La longue durée d’exécution a l’avantage de faire s’installer quelque chose de lourd dans le creux de votre estomac pendant de longues périodes, un peu comme la dernière heure de The Irishman de Scorsese, dans laquelle apprendre les détails d’un complot de meurtre secret devient stressant et déchirant. Seulement cette fois, le plan est visible pour presque tout le monde – chaque personnage blanc, au moins, et la caméra est également complice – ce qui le rend encore plus redoutable. Cela devient d’autant plus déprimant compte tenu de la facilité avec laquelle la violence est perpétrée contre les Osage, même dans les limites de systèmes supposés justes, qui semblent peu susceptibles de condamner les hommes blancs pour ces crimes pour commencer.

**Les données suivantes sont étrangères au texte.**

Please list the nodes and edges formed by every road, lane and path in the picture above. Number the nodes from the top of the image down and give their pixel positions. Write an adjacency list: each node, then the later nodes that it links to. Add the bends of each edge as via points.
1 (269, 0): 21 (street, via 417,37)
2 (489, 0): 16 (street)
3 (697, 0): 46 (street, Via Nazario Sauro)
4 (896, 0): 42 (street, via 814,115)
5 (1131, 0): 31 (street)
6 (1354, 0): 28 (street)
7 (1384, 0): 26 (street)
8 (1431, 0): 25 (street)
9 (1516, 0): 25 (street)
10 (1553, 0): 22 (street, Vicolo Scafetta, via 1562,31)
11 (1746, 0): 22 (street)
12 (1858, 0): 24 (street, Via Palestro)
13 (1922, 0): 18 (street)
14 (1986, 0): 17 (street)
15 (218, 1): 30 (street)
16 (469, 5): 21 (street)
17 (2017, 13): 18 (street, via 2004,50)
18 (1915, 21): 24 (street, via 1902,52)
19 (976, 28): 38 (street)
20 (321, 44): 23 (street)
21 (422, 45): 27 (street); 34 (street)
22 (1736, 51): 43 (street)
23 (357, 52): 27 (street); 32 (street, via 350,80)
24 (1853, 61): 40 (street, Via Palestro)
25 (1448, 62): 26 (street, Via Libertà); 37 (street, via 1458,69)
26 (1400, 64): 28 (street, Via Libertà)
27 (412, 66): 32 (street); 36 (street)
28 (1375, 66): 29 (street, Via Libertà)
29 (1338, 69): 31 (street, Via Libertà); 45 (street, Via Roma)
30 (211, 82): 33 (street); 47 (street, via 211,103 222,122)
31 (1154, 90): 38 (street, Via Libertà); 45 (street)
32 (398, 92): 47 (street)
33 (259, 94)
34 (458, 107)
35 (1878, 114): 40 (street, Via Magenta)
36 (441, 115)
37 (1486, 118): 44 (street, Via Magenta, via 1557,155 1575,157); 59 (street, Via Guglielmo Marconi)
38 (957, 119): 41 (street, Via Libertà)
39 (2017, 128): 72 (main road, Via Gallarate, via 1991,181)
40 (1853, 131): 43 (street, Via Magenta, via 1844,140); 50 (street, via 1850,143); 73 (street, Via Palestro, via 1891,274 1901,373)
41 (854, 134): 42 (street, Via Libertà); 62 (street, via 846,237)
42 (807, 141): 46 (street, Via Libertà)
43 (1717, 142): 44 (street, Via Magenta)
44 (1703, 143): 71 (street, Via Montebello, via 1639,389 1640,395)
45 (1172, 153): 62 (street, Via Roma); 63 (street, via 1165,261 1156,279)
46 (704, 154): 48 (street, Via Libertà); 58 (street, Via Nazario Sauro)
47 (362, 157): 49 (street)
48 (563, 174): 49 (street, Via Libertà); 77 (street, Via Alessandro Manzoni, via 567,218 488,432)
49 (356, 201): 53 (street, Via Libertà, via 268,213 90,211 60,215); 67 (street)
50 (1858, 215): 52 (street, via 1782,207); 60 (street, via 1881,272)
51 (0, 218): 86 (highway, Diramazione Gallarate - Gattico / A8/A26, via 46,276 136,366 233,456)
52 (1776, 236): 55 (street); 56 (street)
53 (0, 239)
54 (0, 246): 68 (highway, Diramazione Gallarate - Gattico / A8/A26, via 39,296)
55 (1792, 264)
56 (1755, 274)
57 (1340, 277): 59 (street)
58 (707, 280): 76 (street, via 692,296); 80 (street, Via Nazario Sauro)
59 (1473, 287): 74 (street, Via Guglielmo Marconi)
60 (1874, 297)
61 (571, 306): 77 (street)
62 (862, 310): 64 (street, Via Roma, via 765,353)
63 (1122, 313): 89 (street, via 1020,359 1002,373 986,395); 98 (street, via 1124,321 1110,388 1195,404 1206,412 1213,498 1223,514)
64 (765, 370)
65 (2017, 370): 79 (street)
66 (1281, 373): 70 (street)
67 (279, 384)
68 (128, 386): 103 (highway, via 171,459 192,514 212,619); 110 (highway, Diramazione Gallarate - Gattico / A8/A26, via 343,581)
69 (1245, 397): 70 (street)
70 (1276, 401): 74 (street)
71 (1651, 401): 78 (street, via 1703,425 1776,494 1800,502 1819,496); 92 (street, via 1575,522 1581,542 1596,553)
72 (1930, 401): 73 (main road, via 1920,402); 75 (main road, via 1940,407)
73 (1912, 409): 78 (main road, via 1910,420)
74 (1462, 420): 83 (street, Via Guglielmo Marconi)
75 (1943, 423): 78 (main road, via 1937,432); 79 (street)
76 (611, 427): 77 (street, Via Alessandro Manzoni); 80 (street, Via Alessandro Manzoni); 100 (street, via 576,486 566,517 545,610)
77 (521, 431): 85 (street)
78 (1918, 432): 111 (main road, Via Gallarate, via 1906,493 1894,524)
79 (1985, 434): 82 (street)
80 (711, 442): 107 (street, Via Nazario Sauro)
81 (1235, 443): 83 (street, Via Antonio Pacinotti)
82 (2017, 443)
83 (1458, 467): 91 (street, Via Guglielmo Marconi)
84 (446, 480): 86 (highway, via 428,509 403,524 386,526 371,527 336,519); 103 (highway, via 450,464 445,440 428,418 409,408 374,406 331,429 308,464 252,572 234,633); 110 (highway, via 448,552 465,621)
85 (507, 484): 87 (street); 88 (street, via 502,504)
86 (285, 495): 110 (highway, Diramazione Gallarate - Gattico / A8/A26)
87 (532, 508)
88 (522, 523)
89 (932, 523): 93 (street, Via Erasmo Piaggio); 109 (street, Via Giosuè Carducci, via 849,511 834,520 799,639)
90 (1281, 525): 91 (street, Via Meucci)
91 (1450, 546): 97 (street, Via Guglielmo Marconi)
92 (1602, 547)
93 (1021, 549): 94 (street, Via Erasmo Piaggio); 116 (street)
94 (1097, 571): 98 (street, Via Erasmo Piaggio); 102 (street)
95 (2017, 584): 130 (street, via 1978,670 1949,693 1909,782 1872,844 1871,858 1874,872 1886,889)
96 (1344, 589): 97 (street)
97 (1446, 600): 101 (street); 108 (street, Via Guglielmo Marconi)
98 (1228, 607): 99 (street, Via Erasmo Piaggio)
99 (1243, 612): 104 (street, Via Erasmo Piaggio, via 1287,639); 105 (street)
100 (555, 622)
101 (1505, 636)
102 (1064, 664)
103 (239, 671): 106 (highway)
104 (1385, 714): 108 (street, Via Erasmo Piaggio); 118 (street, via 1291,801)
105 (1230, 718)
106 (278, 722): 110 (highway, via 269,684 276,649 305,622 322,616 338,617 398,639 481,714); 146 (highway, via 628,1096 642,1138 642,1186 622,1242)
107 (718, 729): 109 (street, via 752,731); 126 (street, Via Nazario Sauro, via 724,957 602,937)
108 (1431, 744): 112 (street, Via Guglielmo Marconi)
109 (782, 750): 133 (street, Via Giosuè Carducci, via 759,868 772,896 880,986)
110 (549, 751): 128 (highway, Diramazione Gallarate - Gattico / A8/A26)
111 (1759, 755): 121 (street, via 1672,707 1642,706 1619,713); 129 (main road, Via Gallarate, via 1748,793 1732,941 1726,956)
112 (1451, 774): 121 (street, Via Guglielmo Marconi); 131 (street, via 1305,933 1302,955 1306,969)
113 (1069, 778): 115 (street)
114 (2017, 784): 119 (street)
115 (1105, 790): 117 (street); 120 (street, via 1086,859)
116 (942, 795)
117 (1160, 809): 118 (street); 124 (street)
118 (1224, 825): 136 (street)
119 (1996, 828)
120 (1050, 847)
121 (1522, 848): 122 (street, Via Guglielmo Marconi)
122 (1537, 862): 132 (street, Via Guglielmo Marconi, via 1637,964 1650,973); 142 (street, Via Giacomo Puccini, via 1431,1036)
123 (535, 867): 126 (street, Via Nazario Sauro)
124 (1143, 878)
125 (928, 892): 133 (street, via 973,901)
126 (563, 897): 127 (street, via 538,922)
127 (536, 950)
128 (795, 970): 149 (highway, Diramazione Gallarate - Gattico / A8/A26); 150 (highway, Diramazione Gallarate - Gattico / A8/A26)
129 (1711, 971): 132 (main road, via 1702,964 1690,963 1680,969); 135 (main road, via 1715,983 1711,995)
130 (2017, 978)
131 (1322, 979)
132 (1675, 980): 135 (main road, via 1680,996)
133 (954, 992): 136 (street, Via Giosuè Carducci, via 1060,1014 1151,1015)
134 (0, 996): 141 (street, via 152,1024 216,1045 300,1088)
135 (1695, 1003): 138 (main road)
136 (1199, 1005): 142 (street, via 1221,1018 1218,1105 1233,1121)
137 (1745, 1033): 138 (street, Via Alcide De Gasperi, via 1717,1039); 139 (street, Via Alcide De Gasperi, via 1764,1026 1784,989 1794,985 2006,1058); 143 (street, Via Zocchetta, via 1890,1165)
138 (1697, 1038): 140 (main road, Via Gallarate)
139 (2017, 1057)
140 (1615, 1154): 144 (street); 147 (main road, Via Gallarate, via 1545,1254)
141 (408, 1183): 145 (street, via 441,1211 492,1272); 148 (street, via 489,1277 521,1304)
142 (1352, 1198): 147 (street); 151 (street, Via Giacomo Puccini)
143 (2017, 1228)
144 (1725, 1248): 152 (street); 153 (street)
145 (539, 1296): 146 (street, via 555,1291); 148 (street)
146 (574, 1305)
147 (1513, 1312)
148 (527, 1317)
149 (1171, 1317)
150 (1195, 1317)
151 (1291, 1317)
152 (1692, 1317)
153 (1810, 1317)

Et pourtant, ses scènes les plus fascinantes sont peut-être celles qui se concentrent sur la véritable histoire d’amour entre Mollie et Ernest, dans toute son euphorie et toutes ses difficultés, filtrant la confiance brisée entre les autochtones d’Amérique et ses colonisateurs jusqu’à une dynamique domestique. C’est une relation à multiples facettes avec une allure éclatante et réaliste. Mais étant donné les circonstances troublantes (et les liens d’Ernest avec des acteurs peu recommandables), presque tout ce qui concerne cette romance centrale est remis en question. La brutalité d’un bain de sang violent peut être tout aussi douloureuse que la brutalité du doute, car Mollie et le public sont amenés à se demander à quel point un homme comme Ernest est capable d’être authentique. Peut-on lui faire confiance, et encore moins le racheter, alors que ses actions relèvent si directement de ce que la penseuse politique Hannah Arendt a appelé « la banalité du mal », se référant à la manière inconsidérée et routinière dont les officiers nazis s’acquittent docilement et sans esprit critique ?

Puisque les auteurs sont connus du public, Killers of the Flower Moon permet plutôt aux questions de la moralité et de la complicité d’Ernest de devenir son mystère central à travers les yeux de Mollie, aboutissant finalement à une conclusion ferme, sous la forme d’un gain émotionnellement nauséabond. Cette focalisation sur le poids des actions d’Ernest, et la question de sa propre conscience d’eux, guide les rythmes du film et nous maintient attachés à ses incertitudes émotionnelles, même lorsqu’il se sent audacieux et sûr de lui dans ses plaisirs cinématographiques. Mais bien que cela permette une intrigue concluante, cela ne nous donne pas un véritable sentiment de fermeture émotionnelle, un choix que Scorsese fait et souligne ensuite d’une manière malicieusement métatextuelle, tout en admettant le fait que la violence vue à l’écran ici a encore aujourd’hui des implications durables.

Comme la vie de ses personnages autochtones, même les scènes les plus énergiques de Killers of the Flower Moon s’accompagnent de nombreuses mises en garde, car la mort ne se cache pas à chaque coin de rue, mais dans la rue principale de chaque ville américaine. Il arbore un sourire amical et familier.